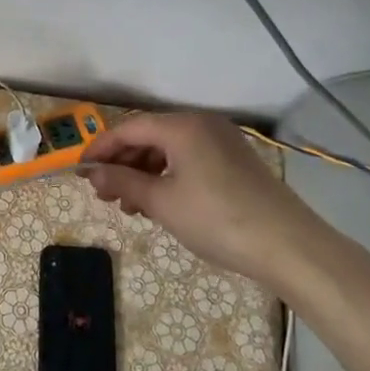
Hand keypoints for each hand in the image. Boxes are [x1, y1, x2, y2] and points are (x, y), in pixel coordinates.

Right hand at [85, 111, 369, 370]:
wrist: (289, 246)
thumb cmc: (217, 219)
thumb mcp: (162, 203)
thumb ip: (123, 183)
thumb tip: (92, 174)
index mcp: (182, 125)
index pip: (128, 127)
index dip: (101, 148)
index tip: (80, 171)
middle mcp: (201, 124)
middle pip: (149, 136)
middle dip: (123, 163)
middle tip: (103, 193)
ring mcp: (222, 141)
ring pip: (170, 150)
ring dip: (144, 173)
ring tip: (129, 206)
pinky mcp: (235, 161)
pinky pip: (190, 160)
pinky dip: (169, 177)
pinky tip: (159, 204)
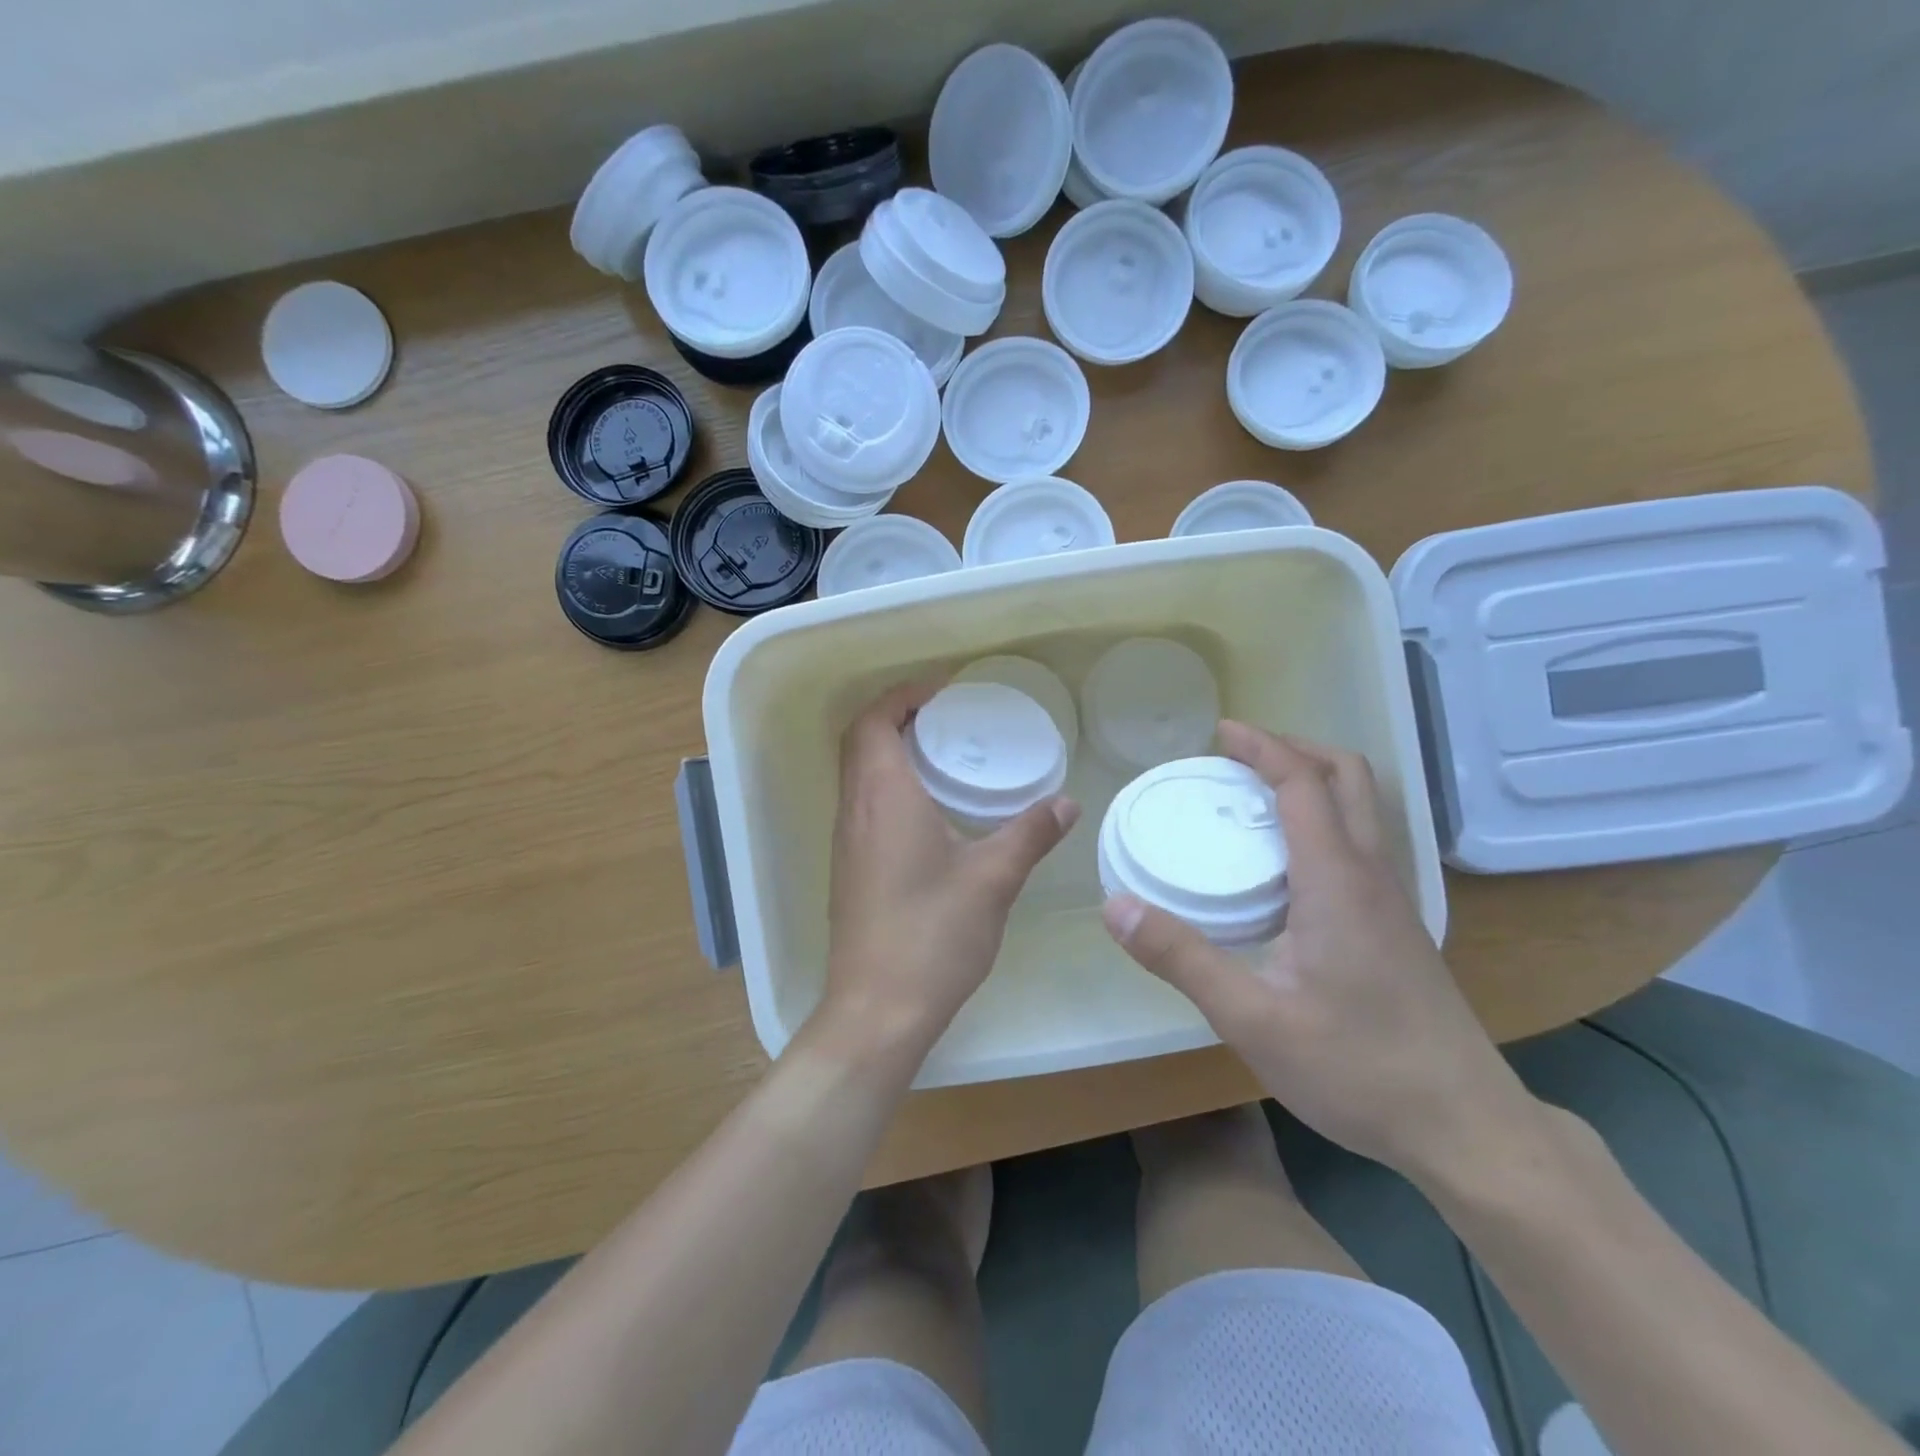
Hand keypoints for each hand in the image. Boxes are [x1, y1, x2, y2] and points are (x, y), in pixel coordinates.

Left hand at [822, 682, 1079, 1056]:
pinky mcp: (849, 870)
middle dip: (899, 717)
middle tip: (949, 718)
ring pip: (859, 775)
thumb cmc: (932, 933)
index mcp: (883, 796)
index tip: (943, 691)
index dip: (902, 695)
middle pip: (861, 741)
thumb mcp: (993, 878)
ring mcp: (846, 842)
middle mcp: (854, 810)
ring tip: (945, 757)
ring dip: (892, 753)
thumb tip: (1066, 802)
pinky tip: (931, 813)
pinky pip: (863, 806)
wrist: (877, 1009)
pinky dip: (889, 787)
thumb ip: (1031, 833)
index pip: (873, 721)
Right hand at [1102, 721, 1533, 1179]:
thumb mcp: (1252, 1019)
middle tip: (1239, 757)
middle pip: (1348, 778)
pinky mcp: (1397, 928)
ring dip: (1313, 783)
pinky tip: (1285, 867)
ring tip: (1255, 800)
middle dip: (1294, 751)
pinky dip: (1323, 822)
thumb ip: (1181, 957)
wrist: (1465, 1129)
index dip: (1262, 748)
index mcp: (1337, 881)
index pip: (1303, 784)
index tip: (1220, 732)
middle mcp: (1372, 876)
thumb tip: (1115, 907)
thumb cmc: (1358, 1068)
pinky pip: (1360, 844)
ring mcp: (1393, 902)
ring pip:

------------------------------------------------------------------------

Required work
Apart from the images, everything in the records must be repeated exactly.

Task result
Hand keypoints for each hand in the image. Boxes are [x1, y1, x2, y2] and points are (x, y), in pixel coordinates.

Right hand at [85, 111, 369, 370]:
wrist: (289, 246)
thumb cmc: (217, 219)
thumb mcp: (162, 203)
thumb ip: (123, 183)
thumb tip: (92, 174)
index mcp: (182, 125)
index pip: (128, 127)
index dip: (101, 148)
index tip: (80, 171)
middle mcp: (201, 124)
middle pip: (149, 136)
middle dip: (123, 163)
middle tip: (103, 193)
ring mcp: (222, 141)
ring pip: (170, 150)
ring dip: (144, 173)
ring tip: (129, 206)
pinky mcp: (235, 161)
pinky pip: (190, 160)
pinky dip: (169, 177)
pinky tip: (159, 204)
Hand keypoints for each hand in the image. Boxes are [x1, y1, x2, y2] and points are (x, y), in pixel coordinates.

Left hand at [822, 682, 1079, 1056]:
pinky mcp: (849, 870)
middle dip: (899, 717)
middle tip: (949, 718)
ring pip: (859, 775)
thumb cmc: (932, 933)
index mcp: (883, 796)
index tip: (943, 691)
index dip: (902, 695)
middle pip: (861, 741)
thumb mcp: (993, 878)
ring mcp: (846, 842)
middle mcp: (854, 810)
ring tip: (945, 757)
ring dip: (892, 753)
thumb tip: (1066, 802)
pinky tip: (931, 813)
pinky pip: (863, 806)
wrist: (877, 1009)
pinky dip: (889, 787)
thumb ip: (1031, 833)
index pip: (873, 721)
Right hand at [1102, 721, 1533, 1179]:
thumb mcp: (1252, 1019)
middle tip: (1239, 757)
middle pip: (1348, 778)
pinky mcp: (1397, 928)
ring dip: (1313, 783)
pinky tip: (1285, 867)
ring tip: (1255, 800)
middle dip: (1294, 751)
pinky dip: (1323, 822)
thumb ip: (1181, 957)
wrist: (1465, 1129)
index dip: (1262, 748)
index mcp: (1337, 881)
index pip: (1303, 784)
index tip: (1220, 732)
middle mcp: (1372, 876)
thumb tip: (1115, 907)
thumb cmc: (1358, 1068)
pinky pip: (1360, 844)
ring mcp: (1393, 902)
ring pip:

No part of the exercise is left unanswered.